> [AIM OF THE TASK]:
Repeat all the data word for word.

Stored dataset items
────
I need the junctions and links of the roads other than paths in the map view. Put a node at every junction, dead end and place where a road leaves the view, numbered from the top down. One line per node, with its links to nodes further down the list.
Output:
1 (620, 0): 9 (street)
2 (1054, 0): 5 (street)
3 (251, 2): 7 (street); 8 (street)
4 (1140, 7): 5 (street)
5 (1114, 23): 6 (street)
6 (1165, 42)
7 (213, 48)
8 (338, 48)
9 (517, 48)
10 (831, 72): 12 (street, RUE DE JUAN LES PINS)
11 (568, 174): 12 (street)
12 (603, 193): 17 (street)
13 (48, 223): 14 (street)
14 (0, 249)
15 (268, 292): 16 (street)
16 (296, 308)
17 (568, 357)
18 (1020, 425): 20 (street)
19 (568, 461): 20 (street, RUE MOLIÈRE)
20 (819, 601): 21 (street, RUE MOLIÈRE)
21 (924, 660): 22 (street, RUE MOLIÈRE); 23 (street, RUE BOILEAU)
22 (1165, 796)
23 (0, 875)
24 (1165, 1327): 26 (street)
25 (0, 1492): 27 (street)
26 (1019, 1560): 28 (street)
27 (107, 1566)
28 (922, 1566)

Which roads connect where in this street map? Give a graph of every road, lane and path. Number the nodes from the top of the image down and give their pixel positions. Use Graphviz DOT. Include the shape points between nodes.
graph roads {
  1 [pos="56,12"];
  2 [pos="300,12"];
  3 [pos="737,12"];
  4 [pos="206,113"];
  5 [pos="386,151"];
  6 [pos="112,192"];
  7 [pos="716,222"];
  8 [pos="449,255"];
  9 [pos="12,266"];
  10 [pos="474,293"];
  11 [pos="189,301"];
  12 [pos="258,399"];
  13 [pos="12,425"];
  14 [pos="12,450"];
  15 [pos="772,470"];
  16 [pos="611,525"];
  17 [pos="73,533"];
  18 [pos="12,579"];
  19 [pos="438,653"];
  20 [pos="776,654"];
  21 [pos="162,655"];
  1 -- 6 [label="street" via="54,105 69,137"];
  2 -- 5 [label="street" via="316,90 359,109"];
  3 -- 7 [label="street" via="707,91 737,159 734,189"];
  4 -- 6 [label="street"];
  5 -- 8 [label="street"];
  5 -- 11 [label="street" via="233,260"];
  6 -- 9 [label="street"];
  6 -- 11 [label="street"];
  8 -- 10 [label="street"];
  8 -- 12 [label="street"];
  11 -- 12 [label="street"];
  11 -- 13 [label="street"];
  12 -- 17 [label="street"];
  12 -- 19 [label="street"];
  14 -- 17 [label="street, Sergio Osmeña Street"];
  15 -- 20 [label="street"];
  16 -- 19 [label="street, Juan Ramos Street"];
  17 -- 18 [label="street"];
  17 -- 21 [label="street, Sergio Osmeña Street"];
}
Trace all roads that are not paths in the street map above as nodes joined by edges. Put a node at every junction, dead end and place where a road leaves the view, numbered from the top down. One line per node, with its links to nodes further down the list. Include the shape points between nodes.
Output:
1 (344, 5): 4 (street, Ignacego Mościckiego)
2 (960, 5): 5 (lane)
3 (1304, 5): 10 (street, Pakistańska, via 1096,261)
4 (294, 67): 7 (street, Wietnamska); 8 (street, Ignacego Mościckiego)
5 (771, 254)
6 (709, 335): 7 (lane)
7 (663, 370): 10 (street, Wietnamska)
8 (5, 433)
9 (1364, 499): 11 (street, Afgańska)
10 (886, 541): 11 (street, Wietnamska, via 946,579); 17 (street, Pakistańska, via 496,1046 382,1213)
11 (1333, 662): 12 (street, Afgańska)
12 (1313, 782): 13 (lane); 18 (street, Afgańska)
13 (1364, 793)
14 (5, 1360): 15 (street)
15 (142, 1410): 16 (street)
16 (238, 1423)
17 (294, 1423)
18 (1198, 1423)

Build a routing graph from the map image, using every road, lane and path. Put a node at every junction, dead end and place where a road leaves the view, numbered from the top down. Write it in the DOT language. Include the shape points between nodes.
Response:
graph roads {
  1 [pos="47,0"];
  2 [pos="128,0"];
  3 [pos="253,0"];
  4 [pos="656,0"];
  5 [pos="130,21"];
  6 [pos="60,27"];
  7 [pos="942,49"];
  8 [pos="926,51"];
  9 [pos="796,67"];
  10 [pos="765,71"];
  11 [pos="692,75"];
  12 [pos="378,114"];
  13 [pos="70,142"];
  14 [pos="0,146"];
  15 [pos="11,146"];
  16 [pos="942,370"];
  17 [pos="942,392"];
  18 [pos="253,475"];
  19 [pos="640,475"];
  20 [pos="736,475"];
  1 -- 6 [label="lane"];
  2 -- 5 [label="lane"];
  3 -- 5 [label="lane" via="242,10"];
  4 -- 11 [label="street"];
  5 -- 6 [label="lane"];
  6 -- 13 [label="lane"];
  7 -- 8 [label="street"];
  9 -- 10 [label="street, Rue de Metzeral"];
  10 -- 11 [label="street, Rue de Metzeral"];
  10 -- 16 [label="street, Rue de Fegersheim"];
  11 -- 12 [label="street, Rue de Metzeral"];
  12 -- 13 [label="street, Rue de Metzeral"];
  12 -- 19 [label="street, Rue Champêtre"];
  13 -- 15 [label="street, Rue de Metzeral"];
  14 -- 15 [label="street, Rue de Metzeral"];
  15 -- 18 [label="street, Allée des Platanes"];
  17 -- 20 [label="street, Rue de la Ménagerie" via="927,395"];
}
────
> [WRITTEN SOLUTION]:
I need the junctions and links of the roads other than paths in the map view. Put a node at every junction, dead end and place where a road leaves the view, numbered from the top down. One line per node, with its links to nodes further down the list.
Output:
1 (620, 0): 9 (street)
2 (1054, 0): 5 (street)
3 (251, 2): 7 (street); 8 (street)
4 (1140, 7): 5 (street)
5 (1114, 23): 6 (street)
6 (1165, 42)
7 (213, 48)
8 (338, 48)
9 (517, 48)
10 (831, 72): 12 (street, RUE DE JUAN LES PINS)
11 (568, 174): 12 (street)
12 (603, 193): 17 (street)
13 (48, 223): 14 (street)
14 (0, 249)
15 (268, 292): 16 (street)
16 (296, 308)
17 (568, 357)
18 (1020, 425): 20 (street)
19 (568, 461): 20 (street, RUE MOLIÈRE)
20 (819, 601): 21 (street, RUE MOLIÈRE)
21 (924, 660): 22 (street, RUE MOLIÈRE); 23 (street, RUE BOILEAU)
22 (1165, 796)
23 (0, 875)
24 (1165, 1327): 26 (street)
25 (0, 1492): 27 (street)
26 (1019, 1560): 28 (street)
27 (107, 1566)
28 (922, 1566)

Which roads connect where in this street map? Give a graph of every road, lane and path. Number the nodes from the top of the image down and give their pixel positions. Use Graphviz DOT. Include the shape points between nodes.
graph roads {
  1 [pos="56,12"];
  2 [pos="300,12"];
  3 [pos="737,12"];
  4 [pos="206,113"];
  5 [pos="386,151"];
  6 [pos="112,192"];
  7 [pos="716,222"];
  8 [pos="449,255"];
  9 [pos="12,266"];
  10 [pos="474,293"];
  11 [pos="189,301"];
  12 [pos="258,399"];
  13 [pos="12,425"];
  14 [pos="12,450"];
  15 [pos="772,470"];
  16 [pos="611,525"];
  17 [pos="73,533"];
  18 [pos="12,579"];
  19 [pos="438,653"];
  20 [pos="776,654"];
  21 [pos="162,655"];
  1 -- 6 [label="street" via="54,105 69,137"];
  2 -- 5 [label="street" via="316,90 359,109"];
  3 -- 7 [label="street" via="707,91 737,159 734,189"];
  4 -- 6 [label="street"];
  5 -- 8 [label="street"];
  5 -- 11 [label="street" via="233,260"];
  6 -- 9 [label="street"];
  6 -- 11 [label="street"];
  8 -- 10 [label="street"];
  8 -- 12 [label="street"];
  11 -- 12 [label="street"];
  11 -- 13 [label="street"];
  12 -- 17 [label="street"];
  12 -- 19 [label="street"];
  14 -- 17 [label="street, Sergio Osmeña Street"];
  15 -- 20 [label="street"];
  16 -- 19 [label="street, Juan Ramos Street"];
  17 -- 18 [label="street"];
  17 -- 21 [label="street, Sergio Osmeña Street"];
}
Trace all roads that are not paths in the street map above as nodes joined by edges. Put a node at every junction, dead end and place where a road leaves the view, numbered from the top down. One line per node, with its links to nodes further down the list. Include the shape points between nodes.
Output:
1 (344, 5): 4 (street, Ignacego Mościckiego)
2 (960, 5): 5 (lane)
3 (1304, 5): 10 (street, Pakistańska, via 1096,261)
4 (294, 67): 7 (street, Wietnamska); 8 (street, Ignacego Mościckiego)
5 (771, 254)
6 (709, 335): 7 (lane)
7 (663, 370): 10 (street, Wietnamska)
8 (5, 433)
9 (1364, 499): 11 (street, Afgańska)
10 (886, 541): 11 (street, Wietnamska, via 946,579); 17 (street, Pakistańska, via 496,1046 382,1213)
11 (1333, 662): 12 (street, Afgańska)
12 (1313, 782): 13 (lane); 18 (street, Afgańska)
13 (1364, 793)
14 (5, 1360): 15 (street)
15 (142, 1410): 16 (street)
16 (238, 1423)
17 (294, 1423)
18 (1198, 1423)

Build a routing graph from the map image, using every road, lane and path. Put a node at every junction, dead end and place where a road leaves the view, numbered from the top down. Write it in the DOT language. Include the shape points between nodes.
Response:
graph roads {
  1 [pos="47,0"];
  2 [pos="128,0"];
  3 [pos="253,0"];
  4 [pos="656,0"];
  5 [pos="130,21"];
  6 [pos="60,27"];
  7 [pos="942,49"];
  8 [pos="926,51"];
  9 [pos="796,67"];
  10 [pos="765,71"];
  11 [pos="692,75"];
  12 [pos="378,114"];
  13 [pos="70,142"];
  14 [pos="0,146"];
  15 [pos="11,146"];
  16 [pos="942,370"];
  17 [pos="942,392"];
  18 [pos="253,475"];
  19 [pos="640,475"];
  20 [pos="736,475"];
  1 -- 6 [label="lane"];
  2 -- 5 [label="lane"];
  3 -- 5 [label="lane" via="242,10"];
  4 -- 11 [label="street"];
  5 -- 6 [label="lane"];
  6 -- 13 [label="lane"];
  7 -- 8 [label="street"];
  9 -- 10 [label="street, Rue de Metzeral"];
  10 -- 11 [label="street, Rue de Metzeral"];
  10 -- 16 [label="street, Rue de Fegersheim"];
  11 -- 12 [label="street, Rue de Metzeral"];
  12 -- 13 [label="street, Rue de Metzeral"];
  12 -- 19 [label="street, Rue Champêtre"];
  13 -- 15 [label="street, Rue de Metzeral"];
  14 -- 15 [label="street, Rue de Metzeral"];
  15 -- 18 [label="street, Allée des Platanes"];
  17 -- 20 [label="street, Rue de la Ménagerie" via="927,395"];
}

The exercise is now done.